Will Warren 

 Will Warren  Credit: Newsday/J. Conrad Williams Jr.

FORT MYERS, Fla. — A rival American League scout, speaking Sunday morning about some of the Yankees’ top prospects, quickly got to righthander Will Warren.

What stands out the most about Warren? “His competitiveness,” said the scout, a former big-leaguer who has seen Warren throughout his development in the minors. “Nothing fazes him. Doesn’t get rattled, even when things are going to hell.”

That attribute received quite the test Sunday, and Warren passed.

The 24-year-old, in contention for the fifth starter job, had his worst outing of spring training against the Red Sox.

Leadoff man Jarren Duran reached on an error by shortstop Kevin Smith, the start of a nightmare first inning in which the Red Sox sent 14 to the plate and scored nine runs in the Yankees’ 12-6 loss at jetBlue Park.

But don’t look at Warren’s final line: six runs (two earned), six hits, zero walks and five strikeouts in 2  2⁄3 innings.

The Yankees weren’t.

In fact, reading between the lines, it’s not a stretch to say that Warren, who threw two scoreless innings after the first, has emerged as the favorite to open the season as starter No. 5 (those internal discussions, very much underway, will heat up this week).

“Certainly a struggle, but kind of showed us who he was,” Aaron Boone said. “I thought he was pretty sharp the rest of the way. It’s times like this where you learn even more about a guy. I think he’s really good. I think he’s really good right now.”

Warren, pulled after seven hitters — six of whom reached base, including another on an error — in the first, returned in the second, which MLB’s spring training substitution rule for pitchers allows, and struck out two of three batters.

He allowed a single in the third but struck out two more batters.

“He handled it beautifully,” another rival AL scout said of Warren’s first inning. “The two errors didn’t impact him one bit. Hung some breaking pitches. He will be fine.”

Said Boone: “I told him, ‘I feel like that will be one of those . . . you’ll always remember your first Red Sox game.’ I think he’s going to be really good. I think he’s going to have a career in this game and that will be one of those he can share with people: ‘Yeah, I went down and took my lumps down at jetBlue in the spring.’ I like how he responded from it.

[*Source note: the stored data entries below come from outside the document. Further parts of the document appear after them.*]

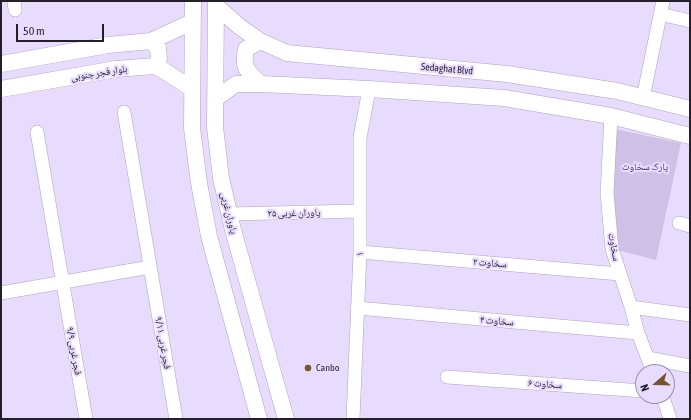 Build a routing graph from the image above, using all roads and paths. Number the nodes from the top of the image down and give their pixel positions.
1 (193, 1) edge
2 (663, 1) edge
3 (216, 4) edge
4 (660, 14) junction
5 (690, 21) edge
6 (192, 22) junction
7 (151, 41) junction
8 (260, 41) junction
9 (1, 64) edge
10 (155, 66) junction
11 (261, 84) junction
12 (1, 89) edge
13 (192, 89) junction
14 (369, 89) junction
15 (643, 98) junction
16 (215, 99) junction
17 (690, 109) edge
18 (124, 112) dead end
19 (611, 116) junction
20 (37, 132) dead end
21 (690, 136) edge
22 (359, 211) junction
23 (229, 214) junction
24 (360, 252) junction
25 (150, 267) junction
26 (620, 274) junction
27 (62, 282) junction
28 (1, 293) edge
29 (631, 307) junction
30 (357, 308) junction
31 (690, 315) edge
32 (638, 334) junction
33 (266, 347) junction
34 (242, 354) junction
35 (648, 358) junction
36 (650, 364) edge
37 (690, 366) edge
38 (448, 377) dead end
39 (635, 390) edge
40 (665, 404) edge
41 (86, 419) edge
42 (176, 419) edge
43 (259, 419) edge
44 (286, 419) edge
45 (353, 419) edge
46 (670, 419) edge

1 - 6 main road
2 - 4 street
3 - 8 main road, Sedaghat Blvd
3 - 16 main road, یاوران غربی
4 - 5 street
4 - 15 street
6 - 7 main road
6 - 13 main road
7 - 9 main road
7 - 10 main road
8 - 11 main road
8 - 15 main road, Sedaghat Blvd
10 - 12 main road, بلوار فجر جنوبی
10 - 13 main road
11 - 14 main road
11 - 16 main road
13 - 34 main road
14 - 19 main road
14 - 22 street, ۱
15 - 17 main road, Sedaghat Blvd
16 - 23 main road, یاوران غربی
18 - 25 street, ۹/۱۱ فجر غربی
19 - 21 main road
19 - 26 street, سخاوت
20 - 27 street, ۹/۹ فجر غربی
22 - 23 street, یاوران غربی ۲۵
22 - 24 street, ۱
23 - 33 main road, یاوران غربی
24 - 26 street, سخاوت ۲
24 - 30 street, ۱
25 - 27 street
25 - 42 street, ۹/۱۱ فجر غربی
26 - 29 street, سخاوت
27 - 28 street
27 - 41 street, ۹/۹ فجر غربی
29 - 31 street
29 - 32 street, سخاوت
30 - 32 street, سخاوت ۴
30 - 45 street, ۱
32 - 35 street, سخاوت
33 - 34 main road
33 - 44 main road, یاوران غربی
34 - 43 main road
35 - 36 street, سخاوت
35 - 37 street
38 - 39 street, سخاوت ۶
40 - 46 street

In the end, he got a lot of good work in and we build from here.”

Warren, though not thrilled with the hard contact he allowed in the first, focused on his response.

“You’re going to get hit in the mouth sometimes,” he said. “It’s all about how you come back from it . . . How can you get outs as quick as possible using the stuff you’ve got that day?”

Clayton Beeter, also in the competition and mostly sharp during spring training, was not Sunday. He allowed three runs, five hits and a walk in four innings, striking out two.

Luke Weaver, Cody Poteet and Luis Gil are in the mix as well, with the latter now getting strong organizational consideration for a role of some kind out of camp because of the electricity of his stuff during his last two outings.

n  Extra bases

DJ LeMahieu immediately dropped to the dirt during Saturday’s game after fouling a ball off the outside of his right foot. Boone said before Sunday’s game that he was sent for X-rays, which came back negative. “He was pretty sore,” Boone said of LeMahieu’s condition Sunday morning. LeMahieu, troubled by another injury to his right foot a couple of years ago — this one to his big toe and second toe — received treatment on the foot Sunday at Steinbrenner Field. He did not go through a workout, but observers said he seemed to be walking OK . . . Aaron Judge, who has not played since coming out of a March 10 game after two at-bats because of an abdominal issue, hit indoors for a third straight day, this time off a velocity machine . . . Tommy Kahnle (shoulder), who will start the season on the injured list, threw a 20-pitch live batting-practice session Sunday. He has said he’ll need at least three live BPs before getting into a game.